Harris v. Metropolitan Life Ins. Co., 542 F. Supp. 1 (E.D. Mich. 1980)

U.S. District Court for the Eastern District of Michigan - 542 F. Supp. 1 (E.D. Mich. 1980)
March 26, 1980

542 F. Supp. 1 (1980)

Frank HARRIS, Jr., Plaintiff,
v.
METROPOLITAN LIFE INSURANCE COMPANY, a Foreign Corporation, Defendant.

Civ. No. 79-72726.

United States District Court, E. D. Michigan, S. D.

March 26, 1980.

Kenneth G. Harlan, Marston, Sachs, Nunn, Kates, Kadushin & O'Hare, Detroit, Mich., for plaintiff.

George Ashford, Dickinson, Wright, Moon, Van Dusen & Freeman, Detroit, Mich., for defendant.

 
OPINION AND ORDER GRANTING DEFENDANT'S MOTION FOR SUMMARY JUDGMENT

COHN, District Judge.

The Court has before it defendant's motion for summary judgment, F.R.Civ.P. 56. The motion raises the question of the right of an individual employee of General Motors Corporation (GM) to assert rights under a group insurance contract between defendant and GM. GM pays the premium and provides the insurance pursuant to its collective bargaining agreement with the International Union, United Automobile, Aerospace and Agriculture Implement Workers of America, UAW (UAW), of which plaintiff is a member.

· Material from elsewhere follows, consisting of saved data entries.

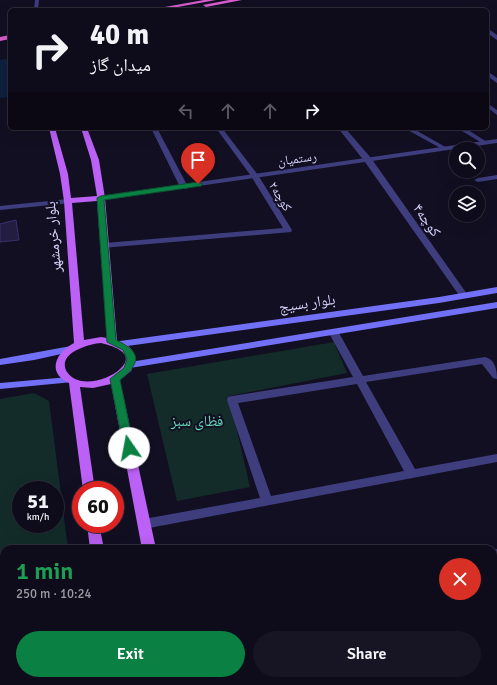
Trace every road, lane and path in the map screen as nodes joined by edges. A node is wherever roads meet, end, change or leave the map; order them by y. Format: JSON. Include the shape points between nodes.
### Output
{"nodes":[{"id":1,"x":213,"y":0,"type":"edge"},
{"id":2,"x":239,"y":0,"type":"edge"},
{"id":3,"x":163,"y":8,"type":"edge"},
{"id":4,"x":190,"y":8,"type":"edge"},
{"id":5,"x":489,"y":32,"type":"edge"},
{"id":6,"x":497,"y":38,"type":"edge"},
{"id":7,"x":489,"y":75,"type":"edge"},
{"id":8,"x":497,"y":81,"type":"edge"},
{"id":9,"x":489,"y":107,"type":"edge"},
{"id":10,"x":497,"y":113,"type":"edge"},
{"id":11,"x":53,"y":130,"type":"edge"},
{"id":12,"x":85,"y":130,"type":"edge"},
{"id":13,"x":155,"y":130,"type":"edge"},
{"id":14,"x":220,"y":130,"type":"edge"},
{"id":15,"x":343,"y":130,"type":"edge"},
{"id":16,"x":410,"y":130,"type":"edge"},
{"id":17,"x":463,"y":130,"type":"edge"},
{"id":18,"x":497,"y":141,"type":"edge"},
{"id":19,"x":484,"y":142,"type":"joint"},
{"id":20,"x":449,"y":148,"type":"edge"},
{"id":21,"x":446,"y":149,"type":"junction"},
{"id":22,"x":368,"y":160,"type":"junction"},
{"id":23,"x":254,"y":176,"type":"junction"},
{"id":24,"x":497,"y":177,"type":"edge"},
{"id":25,"x":478,"y":180,"type":"dead end"},
{"id":26,"x":184,"y":187,"type":"junction"},
{"id":27,"x":101,"y":198,"type":"junction"},
{"id":28,"x":68,"y":201,"type":"junction"},
{"id":29,"x":0,"y":208,"type":"edge"},
{"id":30,"x":104,"y":246,"type":"junction"},
{"id":31,"x":497,"y":290,"type":"edge"},
{"id":32,"x":464,"y":296,"type":"junction"},
{"id":33,"x":497,"y":305,"type":"edge"},
{"id":34,"x":334,"y":332,"type":"junction"},
{"id":35,"x":116,"y":343,"type":"junction"},
{"id":36,"x":75,"y":347,"type":"junction"},
{"id":37,"x":0,"y":362,"type":"edge"},
{"id":38,"x":130,"y":365,"type":"junction"},
{"id":39,"x":497,"y":376,"type":"edge"},
{"id":40,"x":115,"y":379,"type":"junction"},
{"id":41,"x":360,"y":380,"type":"junction"},
{"id":42,"x":71,"y":381,"type":"junction"},
{"id":43,"x":0,"y":386,"type":"edge"},
{"id":44,"x":497,"y":458,"type":"edge"},
{"id":45,"x":412,"y":474,"type":"junction"},
{"id":46,"x":88,"y":481,"type":"edge"},
{"id":47,"x":267,"y":501,"type":"junction"},
{"id":48,"x":144,"y":524,"type":"junction"},
{"id":49,"x":94,"y":533,"type":"edge"},
{"id":50,"x":96,"y":545,"type":"edge"},
{"id":51,"x":148,"y":545,"type":"edge"}],
"edges":[{"from":1,"to":3,"type":"highway"},
{"from":2,"to":4,"type":"highway"},
{"from":5,"to":6,"type":"street"},
{"from":7,"to":8,"type":"street"},
{"from":9,"to":10,"type":"lane"},
{"from":11,"to":28,"type":"main road","name":"بلوار خرمشهر"},
{"from":12,"to":27,"type":"main road","via":[[95,160]]},
{"from":13,"to":26,"type":"street"},
{"from":14,"to":23,"type":"street","name":"کوچه۲"},
{"from":15,"to":22,"type":"street","name":"کوچه۴"},
{"from":16,"to":21,"type":"street"},
{"from":17,"to":19,"type":"street"},
{"from":18,"to":19,"type":"street","name":"رستمیان"},
{"from":20,"to":21,"type":"street","name":"رستمیان"},
{"from":21,"to":22,"type":"street","name":"رستمیان"},
{"from":22,"to":23,"type":"street","name":"رستمیان"},
{"from":22,"to":32,"type":"street","name":"کوچه۴"},
{"from":23,"to":26,"type":"street","name":"رستمیان"},
{"from":23,"to":30,"type":"street","name":"کوچه۲","via":[[288,230]]},
{"from":24,"to":25,"type":"street"},
{"from":26,"to":27,"type":"street","name":"رستمیان"},
{"from":27,"to":28,"type":"main road"},
{"from":27,"to":30,"type":"main road"},
{"from":28,"to":29,"type":"street"},
{"from":28,"to":36,"type":"main road","name":"بلوار خرمشهر"},
{"from":30,"to":35,"type":"main road"},
{"from":31,"to":32,"type":"main road","name":"بلوار بسیج"},
{"from":32,"to":35,"type":"main road","name":"بلوار بسیج"},
{"from":33,"to":34,"type":"main road"},
{"from":34,"to":38,"type":"main road"},
{"from":34,"to":41,"type":"street"},
{"from":35,"to":36,"type":"main road","via":[[101,340]]},
{"from":35,"to":38,"type":"main road","via":[[130,353]]},
{"from":36,"to":37,"type":"main road"},
{"from":36,"to":42,"type":"main road","via":[[64,354],[60,361],[63,374]]},
{"from":38,"to":40,"type":"main road"},
{"from":39,"to":41,"type":"street","via":[[485,360]]},
{"from":40,"to":42,"type":"main road","via":[[94,385]]},
{"from":40,"to":48,"type":"main road"},
{"from":41,"to":45,"type":"street"},
{"from":41,"to":47,"type":"street","via":[[232,400]]},
{"from":42,"to":43,"type":"main road"},
{"from":42,"to":46,"type":"main road"},
{"from":44,"to":45,"type":"street"},
{"from":45,"to":47,"type":"street"},
{"from":47,"to":48,"type":"street"},
{"from":48,"to":51,"type":"main road"},
{"from":49,"to":50,"type":"main road"}]}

The motion is supported by affidavits of a Supervisor of the Group Insurance Department of GM, and a Senior Consultant in the General Motors Sickness and Accident Claims Office in Detroit, Michigan of defendant.

In response to the motion plaintiff has filed only a brief.

 
I.

The undisputed facts are fairly simple. A supplement to the collective bargaining agreement between GM and the UAW requires an "impartial medical opinion in disputed sickness and accident benefit cases which shall be final and binding upon the Corporation, the Union, the insurance company, and the employee."[1]

Plaintiff applied for and received sickness and accident benefits for a time. In early 1979 he was examined by three doctors pursuant to the impartial medical opinion program. As a result of their opinions plaintiff's sickness and accident benefits were terminated on the grounds the opinions disclosed plaintiff was not disabled.

Plaintiff claims, first, that since neither "the plaintiff nor the defendant developed or approved the documents ... in terms of enforceable duties between the plaintiff *2 and defendant, [they] are of no effect in the determination of plaintiff's claim." Second, he suggests that a close reading of the doctor's reports "casts doubt upon the physician's consensus that [plaintiff] was in fact able to return to his employment." He argues "it would be grossly unfair for plaintiff to be denied benefit based upon such tenuous medical determinations."

 
II.

Plaintiff is wrong on both counts.

 
A.

Plaintiff is a UAW member. The UAW negotiated the sickness and accident benefits policy. The UAW agreed with GM, that any dispute over the right to benefits would be resolved under the impartial medical opinion program. That agreement is binding on plaintiff. Field v. Local 652, UAW AFL-CIO, 6 Mich.App. 140, 148 N.W.2d 552 (1967).

 
B.

Defendant followed the procedure provided for in the agreement in resolving plaintiff's claim for benefits under the policy. The doctors chosen under the impartial medical program concluded plaintiff was fit to return to work.[2] Their determination is the same as if an arbitrator has resolved a grievance under the collective bargaining agreement. It is not open to challenge because plaintiff disagrees. Teamster Local Union No. 30 v. Helms Express, Inc., 591 F.2d 211, 216 (3rd Cir. 1979).

Motion GRANTED.

SO ORDERED.

NOTES

[1] The collective bargaining agreement is not part of the record; only excerpts from the supplement are included. Likewise, the method of computing the premium is not explained. The Court is satisfied that the more the payout under the policy the higher the cost to GM.

[2] The first doctor concluded, "From the strictly psychiatric point of view he is capable of returning to work as of this date, January 3, 1979." The second doctor concluded, "in conclusion, Mr. Frank Harris has a history of hypertension and peptic ulcer. He is not currently disabled by these." The third doctor concluded, "I was unable to bring out any indubitably positive physical findings on which to postulate the existence of a currently active disabling orthopedic disease. This clinical contact does not suggest disability."